Un cambiamento culturale, non solo tecnologico

La storia degli home computer ci insegna che il vero cambiamento non è mai solo tecnologico, ma anche culturale. È fatto di persone che scelgono di imparare, di esplorare e di trasformare il loro rapporto con il mondo. È un cambiamento che coinvolge l’educazione, la creatività e la volontà di superare le barriere dell’ignoranza. Perché questo accada di nuovo con l’intelligenza artificiale, abbiamo bisogno di media che sappiano guardare oltre la tentazione del titolo allarmistico, e che tornino a essere strumenti di conoscenza, piuttosto che di paura. Solo così possiamo sperare di costruire una società che non solo accetta, ma che abbraccia il cambiamento, utilizzando l’intelligenza artificiale per risolvere problemi reali e migliorare la qualità della vita di tutti.

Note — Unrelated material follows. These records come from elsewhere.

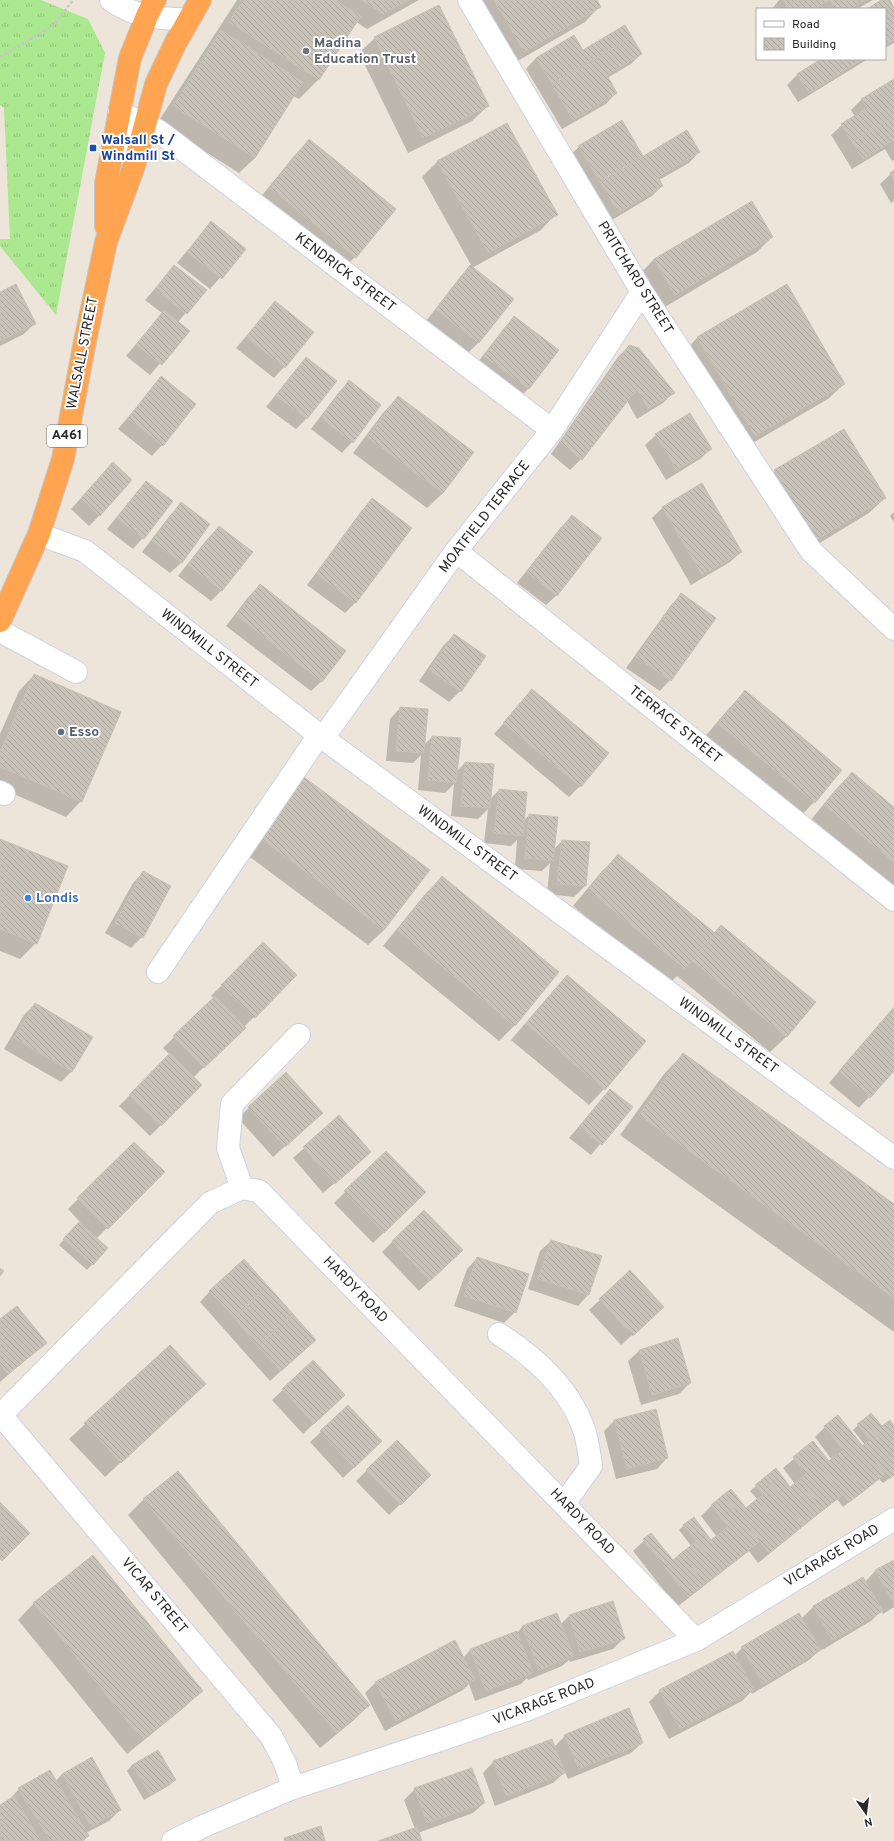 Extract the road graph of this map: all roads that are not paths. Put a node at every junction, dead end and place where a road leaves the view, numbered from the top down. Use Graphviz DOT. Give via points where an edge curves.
graph roads {
  1 [pos="111,0"];
  2 [pos="200,0"];
  3 [pos="469,0"];
  4 [pos="151,8"];
  5 [pos="189,19"];
  6 [pos="133,119"];
  7 [pos="106,242"];
  8 [pos="642,292"];
  9 [pos="552,430"];
  10 [pos="39,534"];
  11 [pos="456,551"];
  12 [pos="0,621"];
  13 [pos="894,629"];
  14 [pos="0,631"];
  15 [pos="76,672"];
  16 [pos="321,737"];
  17 [pos="894,900"];
  18 [pos="158,972"];
  19 [pos="299,1035"];
  20 [pos="894,1158"];
  21 [pos="242,1188"];
  22 [pos="499,1334"];
  23 [pos="0,1415"];
  24 [pos="564,1504"];
  25 [pos="894,1519"];
  26 [pos="696,1640"];
  27 [pos="293,1788"];
  28 [pos="173,1841"];
  1 -- 4 [label="street" via="134,14"];
  2 -- 5 [label="highway, WALSALL STREET / A461"];
  3 -- 8 [label="street, PRITCHARD STREET"];
  4 -- 5 [label="street"];
  4 -- 6 [label="highway, WALSALL STREET" via="130,58"];
  5 -- 6 [label="highway, WALSALL STREET / A461" via="156,84"];
  6 -- 7 [label="highway, WALSALL STREET / A461" via="134,166"];
  6 -- 7 [label="highway, WALSALL STREET" via="114,143 106,183"];
  6 -- 9 [label="street, KENDRICK STREET" via="172,141"];
  7 -- 10 [label="highway, WALSALL STREET / A461" via="63,459"];
  8 -- 9 [label="street, MOATFIELD TERRACE"];
  8 -- 13 [label="street, PRITCHARD STREET" via="811,551"];
  9 -- 11 [label="street, MOATFIELD TERRACE"];
  10 -- 12 [label="highway, WALSALL STREET / A461"];
  10 -- 16 [label="street, WINDMILL STREET" via="85,552"];
  11 -- 16 [label="street, MOATFIELD TERRACE"];
  11 -- 17 [label="street, TERRACE STREET"];
  14 -- 15 [label="street"];
  16 -- 18 [label="street, MOATFIELD TERRACE"];
  16 -- 20 [label="street, WINDMILL STREET"];
  19 -- 21 [label="street" via="232,1104 228,1148"];
  21 -- 23 [label="street" via="210,1203"];
  21 -- 24 [label="street, HARDY ROAD" via="259,1191"];
  22 -- 24 [label="street" via="524,1350 562,1387 583,1428 592,1466"];
  23 -- 27 [label="street, VICAR STREET" via="271,1736 285,1763"];
  24 -- 26 [label="street, HARDY ROAD"];
  25 -- 26 [label="street, VICARAGE ROAD"];
  26 -- 27 [label="street, VICARAGE ROAD" via="526,1710"];
  27 -- 28 [label="street, VICARAGE ROAD"];
} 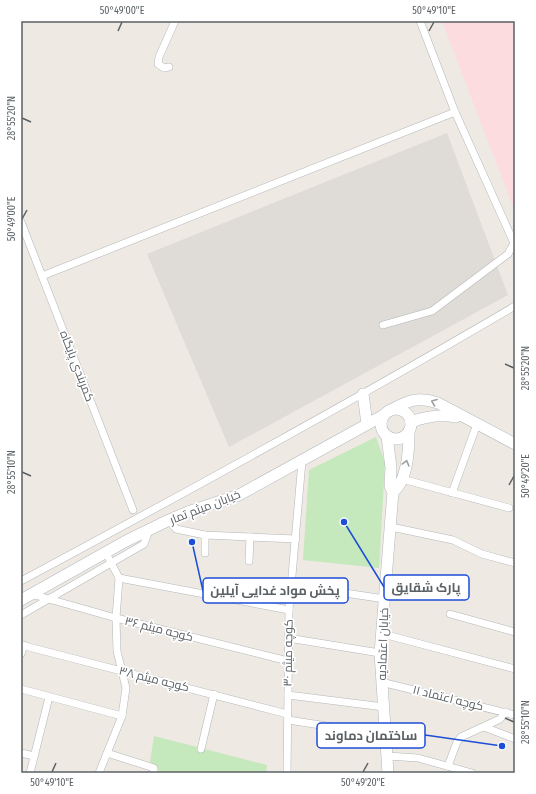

Se i media tornassero a prendersi la responsabilità di educare, di raccontare il progresso tecnologico con onestà e profondità, potremmo assistere a una nuova epoca di entusiasmo e di innovazione condivisa. Un’epoca in cui la curiosità vince sulla paura, e in cui le potenzialità dell’intelligenza artificiale diventano patrimonio di tutti, anziché motivo di divisione e timore. È il momento di tornare a vedere la tecnologia come un’opportunità, come una sfida da affrontare con spirito critico e costruttivo, e di far sì che anche l’intelligenza artificiale possa diventare, come gli home computer negli anni ’80, un alleato prezioso per la crescita individuale e collettiva.